Ballmer’s decision in the coming days as its share price drops from the levels
that anticipated a deal with Microsoft. For Yahoo CEO Jerry Yang and his
management team, the only apparent new strategy is cooperation with Google,
which dominates Internet advertising. Yahoo, which has struggled to earn as
much revenue as Google from serving Internet ads, recently tested having Google
handle some of the advertising. The results were apparently significant enough
that the companies have extended the trial. But as Mr. Ballmer pointed out a
letter to Mr. Yang Saturday, “..it would fundamentally undermine Yahoo!’s own
strategy and long-term viability by encouraging advertisers to use Google as
opposed to your Panama paid search system. “
However, cooperation with Google may be limited by
anti-trust concerns. A combination of Google and Yahoo searches would bring more
than 80 percent of Internet searches under the control of one company. The U.S.

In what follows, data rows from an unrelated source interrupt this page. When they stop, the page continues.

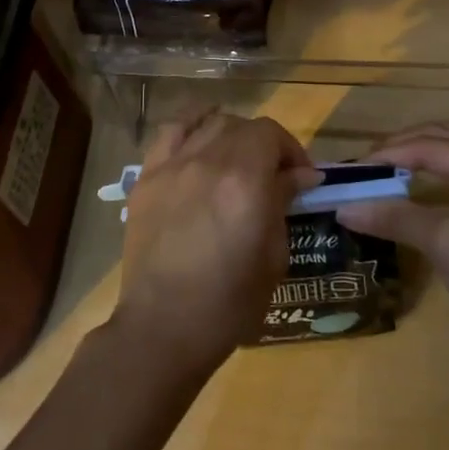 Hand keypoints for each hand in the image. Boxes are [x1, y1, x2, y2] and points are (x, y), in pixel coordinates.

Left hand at [110, 111, 319, 380]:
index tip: (301, 177)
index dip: (291, 150)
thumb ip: (283, 203)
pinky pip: (171, 131)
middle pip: (242, 126)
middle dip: (265, 144)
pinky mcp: (147, 176)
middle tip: (272, 173)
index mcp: (245, 182)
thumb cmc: (229, 303)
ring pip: (209, 123)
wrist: (163, 326)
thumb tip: (299, 175)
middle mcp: (208, 161)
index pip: (271, 135)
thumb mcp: (273, 256)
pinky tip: (201, 139)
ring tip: (237, 159)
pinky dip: (192, 126)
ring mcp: (173, 165)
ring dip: (232, 134)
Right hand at [335, 123, 448, 364]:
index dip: (386, 155)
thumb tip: (342, 207)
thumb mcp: (442, 242)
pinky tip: (409, 188)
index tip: (349, 170)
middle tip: (363, 166)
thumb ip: (392, 216)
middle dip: (400, 147)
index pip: (428, 145)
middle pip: (441, 138)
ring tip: (381, 171)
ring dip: (416, 156)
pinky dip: (431, 175) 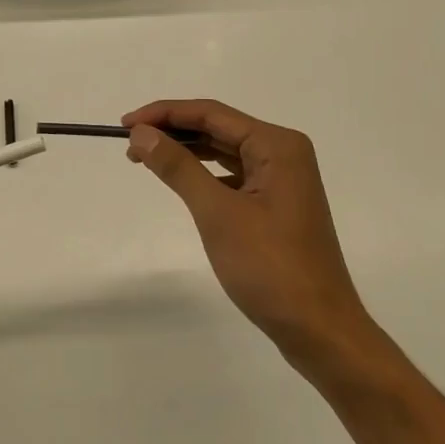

Justice department has already queried both companies on their cooperation.
Then there’s AOL, for which Time-Warner is trying to find a
new home. Yahoo talked to the media giant but discussions apparently did not
get very far with Microsoft looming in the background. If Yahoo’s shares drop, the two companies may
find a deal that would combine Yahoo and AOL. However, AOL has suffered a sharp
drop in online ads and is struggling to make the transition from a walled
garden to an open Internet player. Some
experts think integrating the two companies would be even more difficult than a
Microsoft-Yahoo combination.
There are probably a lot of people at Microsoft who are
happy the Yahoo deal did not go through. But the company has not made much
progress in denting Google's dominance of mindshare about the Web. Maybe now the Microsoft will redouble its
efforts to break away from its reflexive proprietary vision to one that embraces the openness
and agnosticism of the Web. For a company that is the No. 1 seller of software
in the world, that may be the most difficult deal of all to complete.